- **ACTION ITEM**
The records appear below. Report how many of their lines contain the word "translate", giving the number alone.

------------------------------------------------------------

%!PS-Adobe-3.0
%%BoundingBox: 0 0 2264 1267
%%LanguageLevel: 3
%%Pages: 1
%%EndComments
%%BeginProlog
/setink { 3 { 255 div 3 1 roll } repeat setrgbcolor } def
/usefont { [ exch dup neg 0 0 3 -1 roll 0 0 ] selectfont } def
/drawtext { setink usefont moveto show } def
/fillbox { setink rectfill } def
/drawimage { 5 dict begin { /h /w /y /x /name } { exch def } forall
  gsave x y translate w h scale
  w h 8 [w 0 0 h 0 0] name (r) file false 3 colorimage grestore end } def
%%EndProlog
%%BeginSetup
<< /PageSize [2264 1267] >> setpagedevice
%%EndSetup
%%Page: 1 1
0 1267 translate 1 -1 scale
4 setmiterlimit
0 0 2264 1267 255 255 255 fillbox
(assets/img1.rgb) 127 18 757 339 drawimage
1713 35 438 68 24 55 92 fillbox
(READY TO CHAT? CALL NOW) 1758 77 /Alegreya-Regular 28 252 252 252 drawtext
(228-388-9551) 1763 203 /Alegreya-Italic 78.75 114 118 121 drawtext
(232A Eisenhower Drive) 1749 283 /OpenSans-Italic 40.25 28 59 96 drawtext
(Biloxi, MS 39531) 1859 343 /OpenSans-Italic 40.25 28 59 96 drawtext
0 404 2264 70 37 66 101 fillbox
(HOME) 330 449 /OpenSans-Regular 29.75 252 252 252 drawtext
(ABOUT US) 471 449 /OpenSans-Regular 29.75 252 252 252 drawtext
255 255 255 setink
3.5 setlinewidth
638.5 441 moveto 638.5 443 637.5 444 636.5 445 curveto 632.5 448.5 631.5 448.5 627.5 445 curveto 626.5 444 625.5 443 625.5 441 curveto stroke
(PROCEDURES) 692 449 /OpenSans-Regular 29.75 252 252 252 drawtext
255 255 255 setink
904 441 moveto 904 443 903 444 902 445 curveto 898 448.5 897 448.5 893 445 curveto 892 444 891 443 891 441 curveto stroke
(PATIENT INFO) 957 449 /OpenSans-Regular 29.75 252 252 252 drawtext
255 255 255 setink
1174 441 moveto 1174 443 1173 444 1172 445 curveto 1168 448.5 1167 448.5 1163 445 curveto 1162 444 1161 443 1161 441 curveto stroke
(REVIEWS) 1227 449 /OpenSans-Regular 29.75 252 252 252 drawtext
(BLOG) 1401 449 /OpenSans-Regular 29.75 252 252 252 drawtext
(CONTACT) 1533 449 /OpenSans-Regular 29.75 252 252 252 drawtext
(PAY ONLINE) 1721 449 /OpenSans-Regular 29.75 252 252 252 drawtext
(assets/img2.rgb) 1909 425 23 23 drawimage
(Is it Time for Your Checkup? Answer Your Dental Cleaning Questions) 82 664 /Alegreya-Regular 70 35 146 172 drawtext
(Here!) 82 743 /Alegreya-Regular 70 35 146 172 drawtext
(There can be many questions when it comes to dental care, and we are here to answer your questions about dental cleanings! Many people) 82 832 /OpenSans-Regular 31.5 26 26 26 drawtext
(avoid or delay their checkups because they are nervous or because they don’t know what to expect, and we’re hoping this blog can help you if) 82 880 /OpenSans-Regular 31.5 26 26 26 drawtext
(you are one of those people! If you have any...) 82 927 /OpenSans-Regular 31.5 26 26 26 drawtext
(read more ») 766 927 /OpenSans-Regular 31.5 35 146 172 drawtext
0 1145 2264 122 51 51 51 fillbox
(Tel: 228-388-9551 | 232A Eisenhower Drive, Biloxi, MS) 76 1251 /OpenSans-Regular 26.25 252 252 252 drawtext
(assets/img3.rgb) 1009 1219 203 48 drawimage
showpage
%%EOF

------------------------------------------------------------

- **RESULT OF THIS TASK**
2